Sunday, January 27, 2019

Jim's Tried It

Oh, yeah, the fun part of discovery writing. When you have to stop a couple of times every sentence to finally nail down a name or location.

Most of this is stuff I glanced through previously, but it is still drilling back into the research and finding what actually works within the current state of the text.

Two Italians, one Greek, and a Sengalese to name. Which means looking at Italian forms of address (says one source, "the Italians love titles and will use them whenever they can"). Immigration patterns (if you want to pick a statistically average immigrant to Greece from 10-20 years back, they are going to be Albanian. Just so you know.) And by the way Greek surnames are gendered. Sort of. So, women sometimes take the name of their husband (says Wikipedia, "... (or) use it socially") but may just keep the name of their father. Which was at some point feminized but then became actually the genitive of the surname...but that's too simple, let's make the surname the Katharevousa form!

And of course this character it is a Belgian surname so who the heck knows what happens there. Then looking up opera companies in Athens (there is one, boringly called the National Opera of Athens) and the makeup of their board, the proper name of the "Sons of Herakles" who were famously promised to return and are sometimes conflated with those protean Dorians, (Professor Sharp's book is now officially titled The Return of the Heracleida), what Ermou Street looks like, and what to call a fedora if you don't want to say fedora. Or even if you do; it is not a terribly well defined hat name.

And yes they do make them both "camel" color and of actual camel hair and the latter is not, in my eyes, attractive.

My cast are still playing probability cloud, with whether they are at the reception in Athens, not seen until the dig in Germany, or not seen at all like proper criminal masterminds remaining undetermined until a critical paragraph is reached.

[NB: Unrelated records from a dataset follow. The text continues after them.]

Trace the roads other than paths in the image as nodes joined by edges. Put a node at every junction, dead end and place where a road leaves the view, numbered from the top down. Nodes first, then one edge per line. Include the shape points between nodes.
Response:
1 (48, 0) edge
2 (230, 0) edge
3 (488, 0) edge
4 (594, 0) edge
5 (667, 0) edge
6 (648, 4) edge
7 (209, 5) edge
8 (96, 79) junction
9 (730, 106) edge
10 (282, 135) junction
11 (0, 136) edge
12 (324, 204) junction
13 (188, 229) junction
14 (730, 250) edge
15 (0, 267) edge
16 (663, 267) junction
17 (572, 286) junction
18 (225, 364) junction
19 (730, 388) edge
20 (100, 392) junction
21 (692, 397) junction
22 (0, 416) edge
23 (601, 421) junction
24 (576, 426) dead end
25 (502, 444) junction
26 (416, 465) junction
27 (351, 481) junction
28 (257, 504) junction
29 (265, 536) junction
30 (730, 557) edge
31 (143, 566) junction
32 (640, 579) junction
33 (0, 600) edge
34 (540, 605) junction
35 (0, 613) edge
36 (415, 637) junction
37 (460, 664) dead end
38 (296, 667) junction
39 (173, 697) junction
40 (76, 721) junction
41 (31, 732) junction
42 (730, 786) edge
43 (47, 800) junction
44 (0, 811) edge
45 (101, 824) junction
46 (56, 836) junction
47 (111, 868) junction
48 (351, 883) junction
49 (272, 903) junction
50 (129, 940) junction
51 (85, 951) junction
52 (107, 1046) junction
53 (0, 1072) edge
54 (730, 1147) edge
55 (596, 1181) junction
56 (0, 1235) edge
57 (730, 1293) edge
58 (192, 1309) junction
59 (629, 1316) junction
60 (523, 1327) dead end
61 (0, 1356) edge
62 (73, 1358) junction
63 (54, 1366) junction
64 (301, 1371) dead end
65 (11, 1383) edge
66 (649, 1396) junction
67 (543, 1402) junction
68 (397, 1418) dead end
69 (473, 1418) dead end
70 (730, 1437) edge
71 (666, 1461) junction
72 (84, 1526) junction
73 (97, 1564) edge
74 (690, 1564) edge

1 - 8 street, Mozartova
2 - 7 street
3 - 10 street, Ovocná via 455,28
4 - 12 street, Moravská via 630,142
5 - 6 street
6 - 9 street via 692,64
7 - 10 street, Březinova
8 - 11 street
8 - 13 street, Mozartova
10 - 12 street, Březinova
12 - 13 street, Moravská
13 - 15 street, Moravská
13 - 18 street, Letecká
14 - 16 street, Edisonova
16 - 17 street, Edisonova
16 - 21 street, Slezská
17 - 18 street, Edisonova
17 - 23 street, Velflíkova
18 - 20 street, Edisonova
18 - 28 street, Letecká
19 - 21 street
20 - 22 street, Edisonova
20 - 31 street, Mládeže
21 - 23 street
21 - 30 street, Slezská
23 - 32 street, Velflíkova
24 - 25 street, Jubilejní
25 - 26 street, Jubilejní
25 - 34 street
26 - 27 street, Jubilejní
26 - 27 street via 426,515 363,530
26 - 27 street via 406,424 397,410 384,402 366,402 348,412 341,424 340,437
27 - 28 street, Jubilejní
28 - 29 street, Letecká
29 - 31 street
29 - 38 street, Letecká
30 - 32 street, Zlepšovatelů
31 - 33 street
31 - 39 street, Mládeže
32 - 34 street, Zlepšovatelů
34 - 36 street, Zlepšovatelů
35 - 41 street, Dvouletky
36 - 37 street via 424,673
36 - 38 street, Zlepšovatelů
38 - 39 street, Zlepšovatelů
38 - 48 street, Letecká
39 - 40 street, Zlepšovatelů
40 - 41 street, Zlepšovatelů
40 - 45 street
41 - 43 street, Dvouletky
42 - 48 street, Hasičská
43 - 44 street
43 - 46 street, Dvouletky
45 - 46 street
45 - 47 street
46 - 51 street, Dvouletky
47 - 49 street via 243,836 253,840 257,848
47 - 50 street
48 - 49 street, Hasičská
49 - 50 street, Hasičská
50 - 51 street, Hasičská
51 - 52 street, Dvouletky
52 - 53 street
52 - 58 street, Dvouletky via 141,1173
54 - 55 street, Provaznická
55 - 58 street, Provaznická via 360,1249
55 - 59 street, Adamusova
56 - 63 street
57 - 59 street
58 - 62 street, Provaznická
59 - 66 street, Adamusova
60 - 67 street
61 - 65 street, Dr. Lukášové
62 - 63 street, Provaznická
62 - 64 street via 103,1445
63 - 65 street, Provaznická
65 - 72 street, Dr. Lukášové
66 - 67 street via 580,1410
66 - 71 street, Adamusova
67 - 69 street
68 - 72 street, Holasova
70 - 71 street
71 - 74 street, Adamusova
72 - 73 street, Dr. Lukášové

The one time I actually started writing at pace I made it half way through a nice little conversation with Dottore Guillo Manuzio before I realized I needed to set up their meeting later and in a very different way. (Or is that Il Dottore? Hardly matters...I don't think I'm using a title for him, not in Italian anyway.)

Thing is, this party scene is where they are going to be discussing the Dorian theory and there's also a comic bit with snippets of musical terms and Verdi operas. And some scene-setting description when poor Penny finally gets a chance to look around.

Oh, yeah. Currently on the list...her surname is no longer working for me. So now I'm staring at poetry meters because there is a bit I want to set up about "Penelope" being a good combination for the surname and "Penny" clashing with it.

1 comment:

  1. Gotta be careful about the super-obscure references in dialog! I always like to think that the long quotes from obscure philosophers etc. in Shirow's "Appleseed" and "Ghost in the Shell" are the characters using their built-in connections to the interwebs to cut-and-paste from HyperFutureWikiPedia ... Very few 20th/21st Century people aside from folk like Oscar Wilde, James Joyce, Umberto Eco etc. can casually quote at length in conversation a dour German intellectual.